■ PROBLEM TO WORK ON ■
With the images left out, print every entry that follows exactly.
(Beginning of RECORDED INFORMATION)
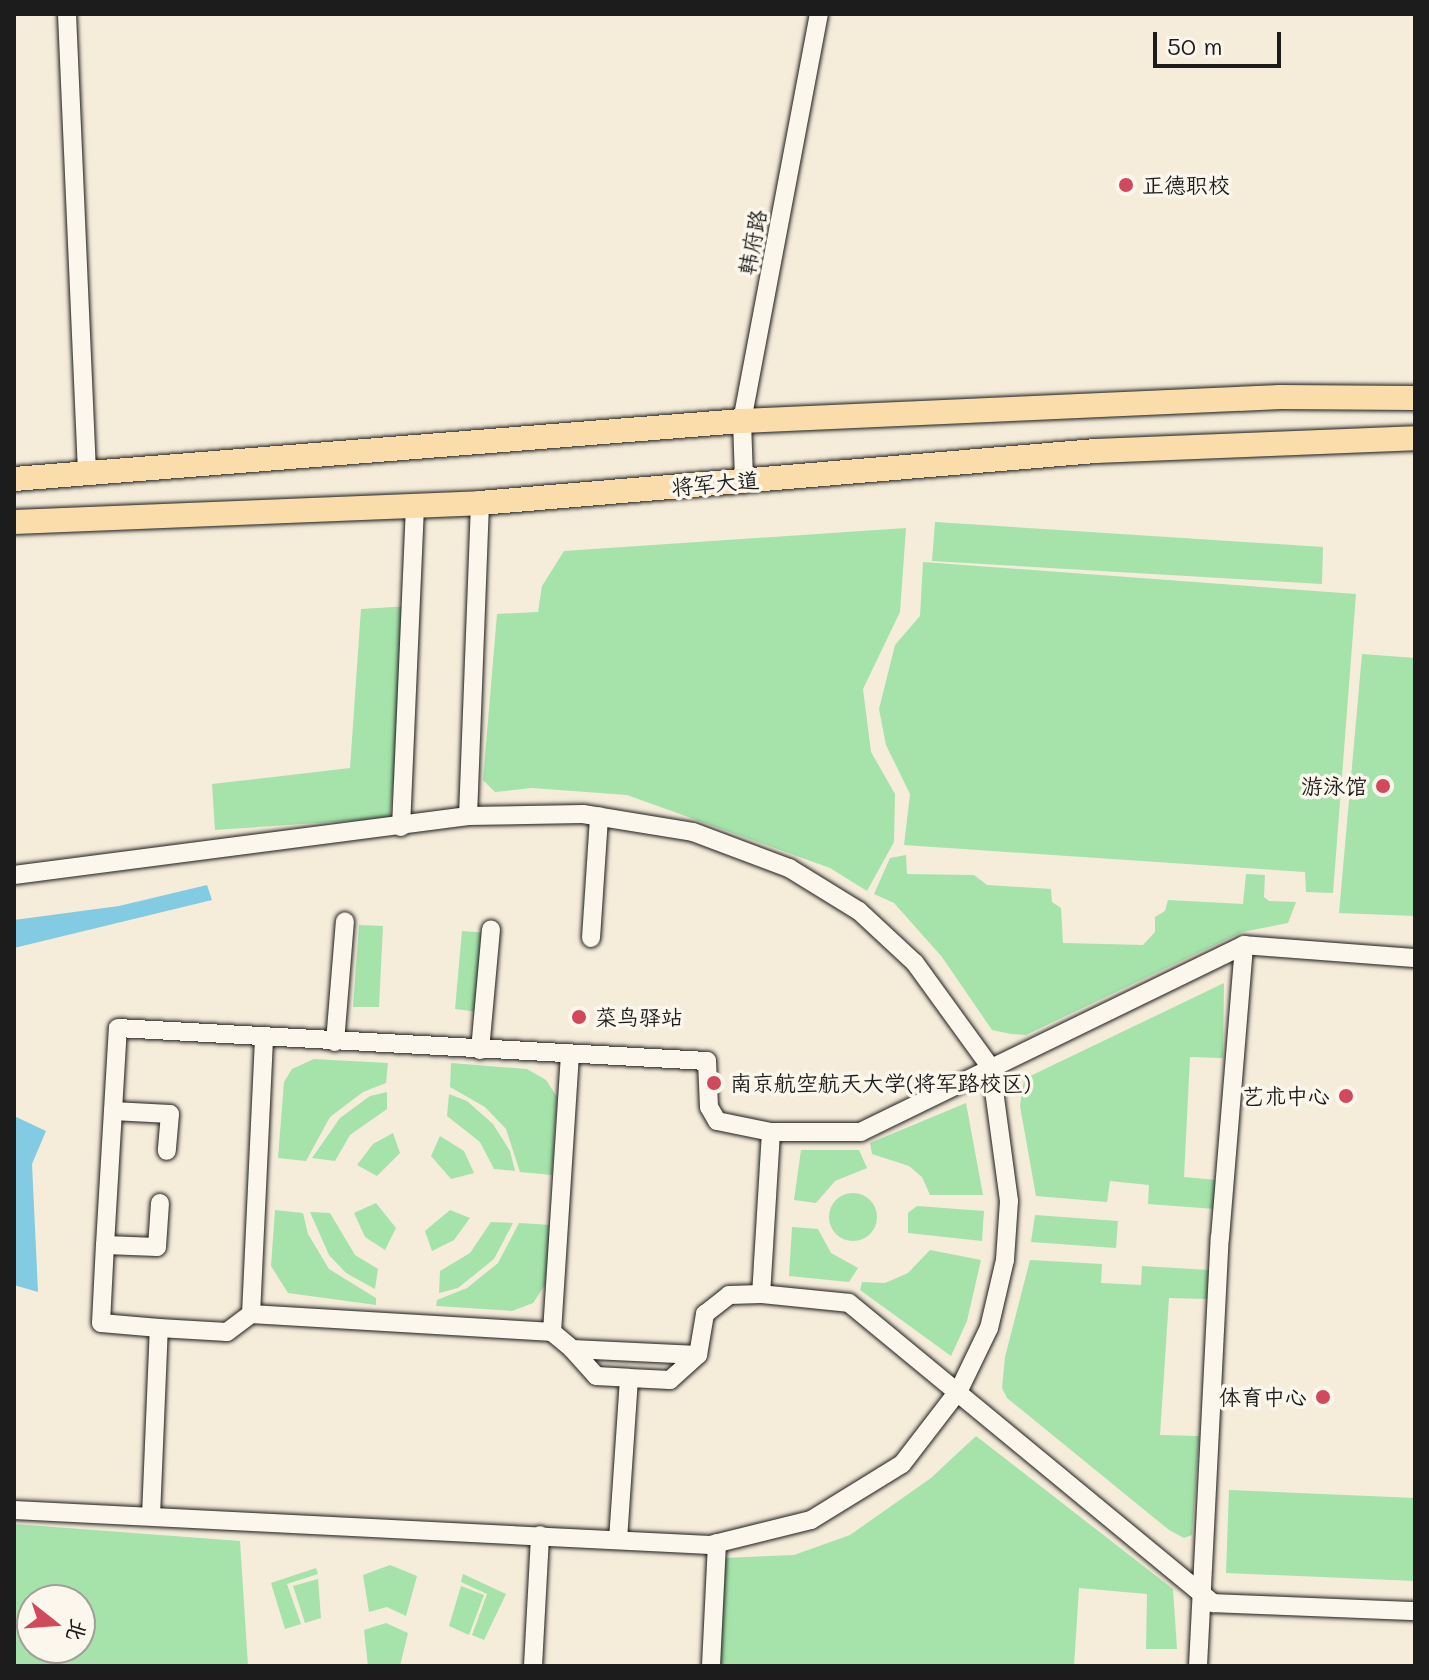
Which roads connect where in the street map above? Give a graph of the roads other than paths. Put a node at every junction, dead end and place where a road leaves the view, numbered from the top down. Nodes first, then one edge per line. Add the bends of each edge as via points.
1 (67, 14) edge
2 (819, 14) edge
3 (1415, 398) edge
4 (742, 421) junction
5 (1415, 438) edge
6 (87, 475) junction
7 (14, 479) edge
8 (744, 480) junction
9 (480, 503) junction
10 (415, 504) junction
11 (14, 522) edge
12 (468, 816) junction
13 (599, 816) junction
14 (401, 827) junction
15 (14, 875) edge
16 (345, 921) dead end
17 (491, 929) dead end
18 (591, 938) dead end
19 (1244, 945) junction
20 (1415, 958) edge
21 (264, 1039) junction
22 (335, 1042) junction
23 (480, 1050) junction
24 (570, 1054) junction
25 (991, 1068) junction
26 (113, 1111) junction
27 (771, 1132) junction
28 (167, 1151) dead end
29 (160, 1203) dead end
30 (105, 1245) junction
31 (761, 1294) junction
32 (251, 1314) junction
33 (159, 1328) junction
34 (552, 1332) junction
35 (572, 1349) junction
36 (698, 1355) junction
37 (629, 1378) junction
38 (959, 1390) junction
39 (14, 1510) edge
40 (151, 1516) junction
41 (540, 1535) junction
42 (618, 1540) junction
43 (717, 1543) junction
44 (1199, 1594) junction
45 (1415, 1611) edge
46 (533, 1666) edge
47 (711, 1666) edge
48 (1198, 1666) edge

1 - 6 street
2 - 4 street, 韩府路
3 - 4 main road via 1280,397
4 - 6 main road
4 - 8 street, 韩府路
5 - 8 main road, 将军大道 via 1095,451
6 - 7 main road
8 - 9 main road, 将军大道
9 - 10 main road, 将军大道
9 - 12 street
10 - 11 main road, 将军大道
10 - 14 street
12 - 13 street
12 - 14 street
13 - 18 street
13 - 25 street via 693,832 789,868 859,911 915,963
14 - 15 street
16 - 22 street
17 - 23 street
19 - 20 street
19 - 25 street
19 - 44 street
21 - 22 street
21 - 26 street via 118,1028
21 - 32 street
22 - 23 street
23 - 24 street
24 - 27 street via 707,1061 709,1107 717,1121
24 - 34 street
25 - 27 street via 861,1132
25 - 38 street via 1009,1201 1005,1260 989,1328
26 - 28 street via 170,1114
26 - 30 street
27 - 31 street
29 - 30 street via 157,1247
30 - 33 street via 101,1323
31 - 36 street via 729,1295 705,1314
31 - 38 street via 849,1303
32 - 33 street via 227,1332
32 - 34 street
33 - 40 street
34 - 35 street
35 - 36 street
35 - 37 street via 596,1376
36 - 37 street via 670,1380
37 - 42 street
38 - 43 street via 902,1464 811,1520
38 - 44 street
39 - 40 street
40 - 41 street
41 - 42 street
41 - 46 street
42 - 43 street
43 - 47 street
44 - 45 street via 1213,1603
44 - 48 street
(End of RECORDED INFORMATION)
■ EXERCISE ANSWER ■
Which roads connect where in the street map above? Give a graph of the roads other than paths. Put a node at every junction, dead end and place where a road leaves the view, numbered from the top down. Nodes first, then one edge per line. Add the bends of each edge as via points.
1 (67, 14) edge
2 (819, 14) edge
3 (1415, 398) edge
4 (742, 421) junction
5 (1415, 438) edge
6 (87, 475) junction
7 (14, 479) edge
8 (744, 480) junction
9 (480, 503) junction
10 (415, 504) junction
11 (14, 522) edge
12 (468, 816) junction
13 (599, 816) junction
14 (401, 827) junction
15 (14, 875) edge
16 (345, 921) dead end
17 (491, 929) dead end
18 (591, 938) dead end
19 (1244, 945) junction
20 (1415, 958) edge
21 (264, 1039) junction
22 (335, 1042) junction
23 (480, 1050) junction
24 (570, 1054) junction
25 (991, 1068) junction
26 (113, 1111) junction
27 (771, 1132) junction
28 (167, 1151) dead end
29 (160, 1203) dead end
30 (105, 1245) junction
31 (761, 1294) junction
32 (251, 1314) junction
33 (159, 1328) junction
34 (552, 1332) junction
35 (572, 1349) junction
36 (698, 1355) junction
37 (629, 1378) junction
38 (959, 1390) junction
39 (14, 1510) edge
40 (151, 1516) junction
41 (540, 1535) junction
42 (618, 1540) junction
43 (717, 1543) junction
44 (1199, 1594) junction
45 (1415, 1611) edge
46 (533, 1666) edge
47 (711, 1666) edge
48 (1198, 1666) edge

1 - 6 street
2 - 4 street, 韩府路
3 - 4 main road via 1280,397
4 - 6 main road
4 - 8 street, 韩府路
5 - 8 main road, 将军大道 via 1095,451
6 - 7 main road
8 - 9 main road, 将军大道
9 - 10 main road, 将军大道
9 - 12 street
10 - 11 main road, 将军大道
10 - 14 street
12 - 13 street
12 - 14 street
13 - 18 street
13 - 25 street via 693,832 789,868 859,911 915,963
14 - 15 street
16 - 22 street
17 - 23 street
19 - 20 street
19 - 25 street
19 - 44 street
21 - 22 street
21 - 26 street via 118,1028
21 - 32 street
22 - 23 street
23 - 24 street
24 - 27 street via 707,1061 709,1107 717,1121
24 - 34 street
25 - 27 street via 861,1132
25 - 38 street via 1009,1201 1005,1260 989,1328
26 - 28 street via 170,1114
26 - 30 street
27 - 31 street
29 - 30 street via 157,1247
30 - 33 street via 101,1323
31 - 36 street via 729,1295 705,1314
31 - 38 street via 849,1303
32 - 33 street via 227,1332
32 - 34 street
33 - 40 street
34 - 35 street
35 - 36 street
35 - 37 street via 596,1376
36 - 37 street via 670,1380
37 - 42 street
38 - 43 street via 902,1464 811,1520
38 - 44 street
39 - 40 street
40 - 41 street
41 - 42 street
41 - 46 street
42 - 43 street
43 - 47 street
44 - 45 street via 1213,1603
44 - 48 street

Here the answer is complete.